--- Material to process Enclosed Below ---

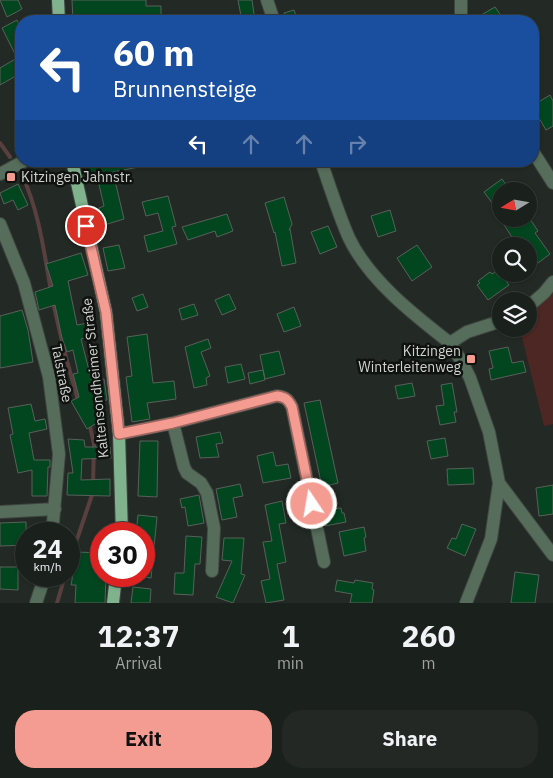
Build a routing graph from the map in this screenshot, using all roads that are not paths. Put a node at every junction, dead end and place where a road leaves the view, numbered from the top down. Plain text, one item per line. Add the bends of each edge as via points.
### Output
1 (267, 0) edge
2 (461, 0) edge
3 (58, 1) edge
4 (59, 15) edge
5 (272, 15) edge
6 (461, 15) edge
7 (539, 161) edge
8 (15, 166) edge
9 (73, 167) edge
10 (323, 167) edge
11 (0, 174) edge
12 (553, 183) edge
13 (0, 224) edge
14 (553, 282) edge
15 (537, 299) edge
16 (492, 323) edge
17 (450, 343) junction
18 (173, 423) junction
19 (119, 434) junction
20 (499, 483) junction
21 (55, 509) junction
22 (0, 512) edge
23 (53, 522) edge
24 (122, 522) edge
25 (553, 555) edge
26 (324, 562) dead end
27 (212, 571) dead end
28 (42, 587) edge
29 (115, 587) edge
30 (36, 603) edge
31 (113, 603) edge
32 (466, 603) edge

1 - 5 street
2 - 6 street
3 - 4 main road
7 - 12 street
8 - 11 street
9 - 19 main road, Kaltensondheimer Straße via 106,312
10 - 17 street via 360,257 396,297
13 - 21 street, Talstraße via 24,283 49,377 59,454
14 - 15 street
16 - 17 street via 467,332
17 - 20 street via 470,378 486,423
18 - 19 street
18 - 26 street via 277,396 289,401
18 - 27 street via 184,467 207,493 214,528
19 - 24 main road, Kaltensondheimer Straße
20 - 25 street
20 - 32 street via 491,539
21 - 22 street
21 - 23 street, Talstraße
28 - 30 street
29 - 31 main road

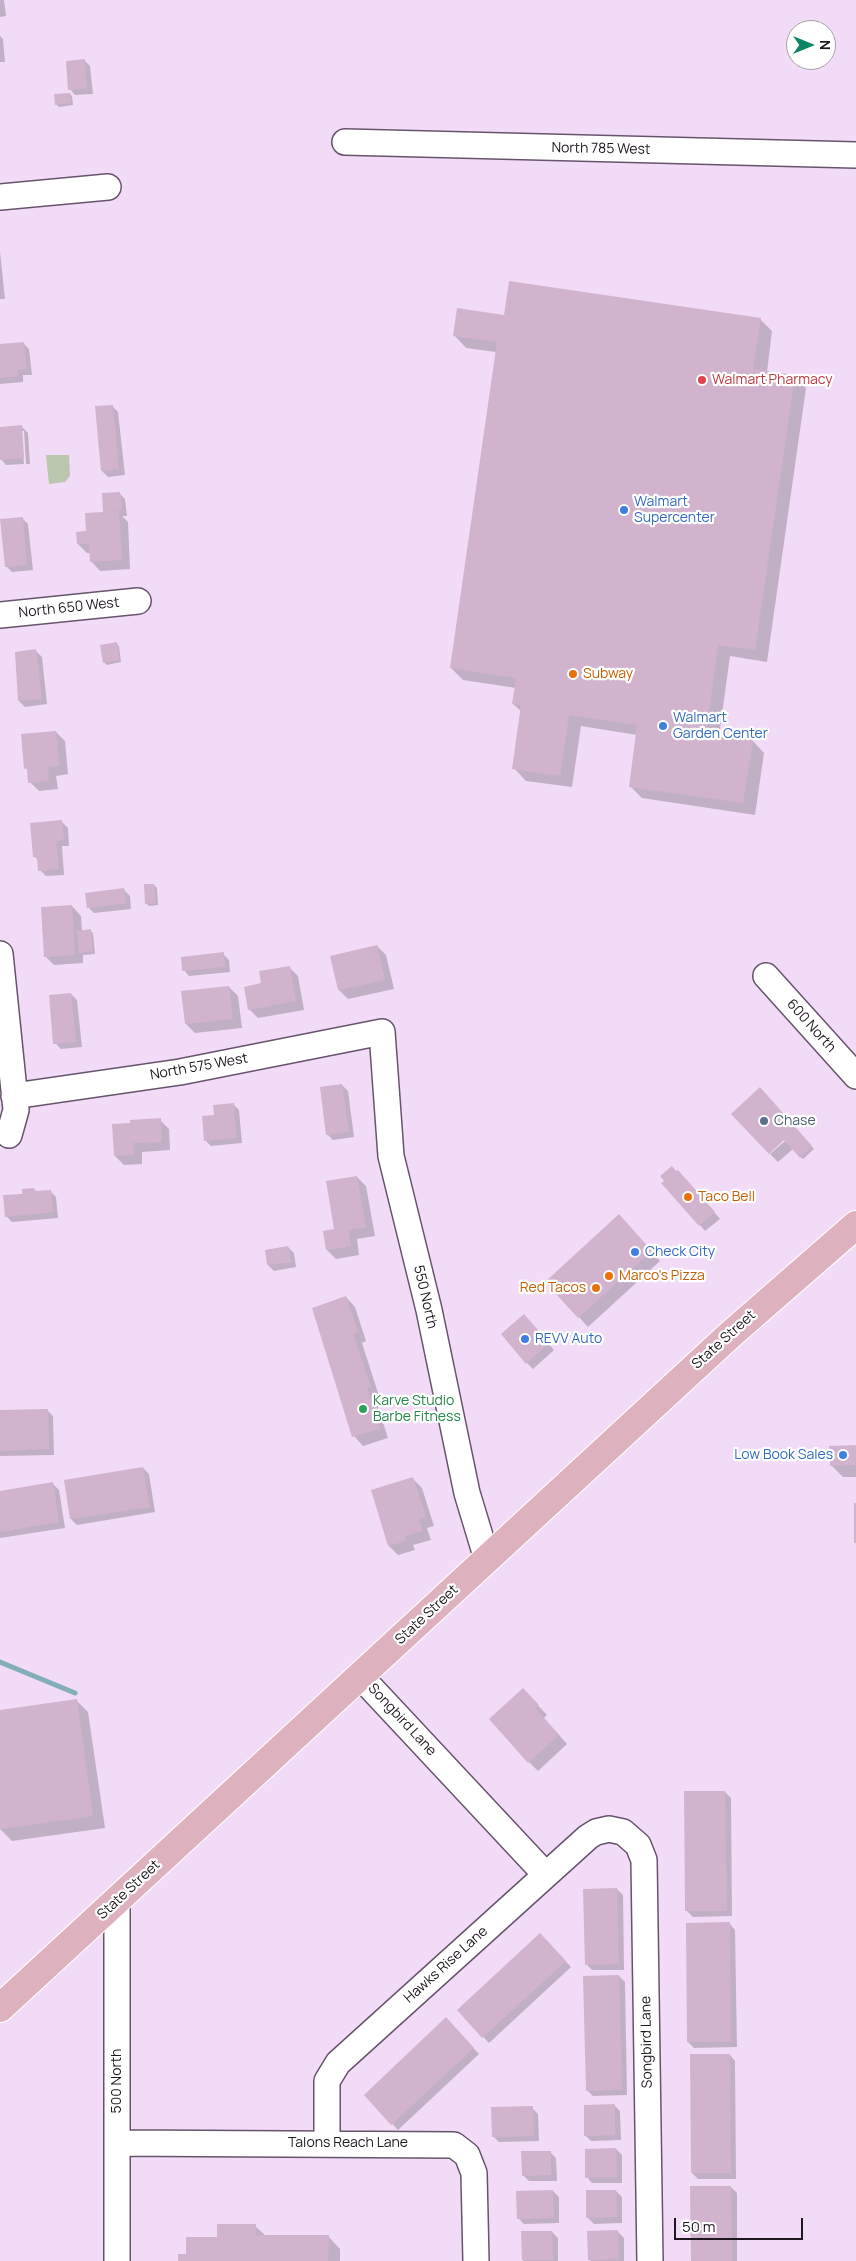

--- End of Enclosed Material to process ---

# Your goal
Omit the images; transcribe the listing verbatim.

# Exercise answer
Build a routing graph from the map in this screenshot, using all roads that are not paths. Put a node at every junction, dead end and place where a road leaves the view, numbered from the top down. Plain text, one item per line. Add the bends of each edge as via points.
### Output
1 (267, 0) edge
2 (461, 0) edge
3 (58, 1) edge
4 (59, 15) edge
5 (272, 15) edge
6 (461, 15) edge
7 (539, 161) edge
8 (15, 166) edge
9 (73, 167) edge
10 (323, 167) edge
11 (0, 174) edge
12 (553, 183) edge
13 (0, 224) edge
14 (553, 282) edge
15 (537, 299) edge
16 (492, 323) edge
17 (450, 343) junction
18 (173, 423) junction
19 (119, 434) junction
20 (499, 483) junction
21 (55, 509) junction
22 (0, 512) edge
23 (53, 522) edge
24 (122, 522) edge
25 (553, 555) edge
26 (324, 562) dead end
27 (212, 571) dead end
28 (42, 587) edge
29 (115, 587) edge
30 (36, 603) edge
31 (113, 603) edge
32 (466, 603) edge

1 - 5 street
2 - 6 street
3 - 4 main road
7 - 12 street
8 - 11 street
9 - 19 main road, Kaltensondheimer Straße via 106,312
10 - 17 street via 360,257 396,297
13 - 21 street, Talstraße via 24,283 49,377 59,454
14 - 15 street
16 - 17 street via 467,332
17 - 20 street via 470,378 486,423
18 - 19 street
18 - 26 street via 277,396 289,401
18 - 27 street via 184,467 207,493 214,528
19 - 24 main road, Kaltensondheimer Straße
20 - 25 street
20 - 32 street via 491,539
21 - 22 street
21 - 23 street, Talstraße
28 - 30 street
29 - 31 main road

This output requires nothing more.